Work task:
Scan the listing below and copy each line holding the word "Sokağı".

Input records:
● ● ●
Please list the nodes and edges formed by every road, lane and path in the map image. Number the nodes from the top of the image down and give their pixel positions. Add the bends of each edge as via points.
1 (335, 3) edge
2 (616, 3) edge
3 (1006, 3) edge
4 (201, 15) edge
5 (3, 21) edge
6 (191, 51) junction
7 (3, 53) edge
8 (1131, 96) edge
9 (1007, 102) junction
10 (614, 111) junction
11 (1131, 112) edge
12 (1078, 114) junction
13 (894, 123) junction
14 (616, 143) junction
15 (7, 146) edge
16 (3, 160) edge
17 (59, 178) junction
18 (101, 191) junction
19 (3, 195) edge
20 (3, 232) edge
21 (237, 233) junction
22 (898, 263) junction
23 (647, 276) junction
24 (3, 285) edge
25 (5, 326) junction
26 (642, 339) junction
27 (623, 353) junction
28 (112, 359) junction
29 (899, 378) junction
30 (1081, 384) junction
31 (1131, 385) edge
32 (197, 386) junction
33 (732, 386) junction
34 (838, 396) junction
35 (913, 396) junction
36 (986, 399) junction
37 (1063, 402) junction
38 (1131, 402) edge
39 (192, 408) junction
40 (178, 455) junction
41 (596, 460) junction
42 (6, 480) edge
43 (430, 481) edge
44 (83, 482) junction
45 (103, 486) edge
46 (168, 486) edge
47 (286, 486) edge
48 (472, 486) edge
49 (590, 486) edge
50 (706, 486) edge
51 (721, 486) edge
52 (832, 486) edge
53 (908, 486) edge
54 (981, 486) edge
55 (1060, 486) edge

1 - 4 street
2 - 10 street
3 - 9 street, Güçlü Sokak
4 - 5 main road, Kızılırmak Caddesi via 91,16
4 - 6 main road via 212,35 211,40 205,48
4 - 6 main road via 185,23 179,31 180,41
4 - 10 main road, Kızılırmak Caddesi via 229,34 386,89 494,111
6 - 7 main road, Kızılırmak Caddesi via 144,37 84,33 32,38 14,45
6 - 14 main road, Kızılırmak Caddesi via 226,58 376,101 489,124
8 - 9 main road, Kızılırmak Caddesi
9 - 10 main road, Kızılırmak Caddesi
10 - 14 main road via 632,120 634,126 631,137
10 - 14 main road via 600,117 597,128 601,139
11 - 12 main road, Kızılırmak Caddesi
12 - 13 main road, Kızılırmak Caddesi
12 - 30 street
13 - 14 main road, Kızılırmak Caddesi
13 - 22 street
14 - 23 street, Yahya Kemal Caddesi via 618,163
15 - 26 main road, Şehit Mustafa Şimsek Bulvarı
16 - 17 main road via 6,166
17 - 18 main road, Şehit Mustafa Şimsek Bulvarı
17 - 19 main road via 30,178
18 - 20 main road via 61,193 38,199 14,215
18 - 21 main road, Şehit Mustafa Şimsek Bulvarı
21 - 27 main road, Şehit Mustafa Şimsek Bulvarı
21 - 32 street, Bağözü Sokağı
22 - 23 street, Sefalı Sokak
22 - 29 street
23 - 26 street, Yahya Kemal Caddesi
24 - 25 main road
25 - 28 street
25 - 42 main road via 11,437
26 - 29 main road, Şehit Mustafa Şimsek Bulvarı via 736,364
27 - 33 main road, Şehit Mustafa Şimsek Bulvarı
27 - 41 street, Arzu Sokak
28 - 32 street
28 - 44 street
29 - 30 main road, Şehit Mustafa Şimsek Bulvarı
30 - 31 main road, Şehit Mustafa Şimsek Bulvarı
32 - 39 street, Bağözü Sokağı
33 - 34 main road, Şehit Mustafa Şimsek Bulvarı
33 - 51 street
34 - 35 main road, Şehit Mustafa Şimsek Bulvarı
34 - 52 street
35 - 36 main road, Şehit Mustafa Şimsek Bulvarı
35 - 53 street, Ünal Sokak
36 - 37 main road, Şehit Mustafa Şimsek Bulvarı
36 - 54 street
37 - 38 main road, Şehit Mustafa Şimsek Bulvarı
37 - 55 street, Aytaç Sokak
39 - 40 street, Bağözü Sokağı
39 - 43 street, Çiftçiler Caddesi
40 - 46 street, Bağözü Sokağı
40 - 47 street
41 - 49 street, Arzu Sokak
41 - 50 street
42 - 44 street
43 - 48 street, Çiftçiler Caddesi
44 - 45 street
● ● ●
Expected answer:
21 - 32 street, Bağözü Sokağı
32 - 39 street, Bağözü Sokağı
39 - 40 street, Bağözü Sokağı
40 - 46 street, Bağözü Sokağı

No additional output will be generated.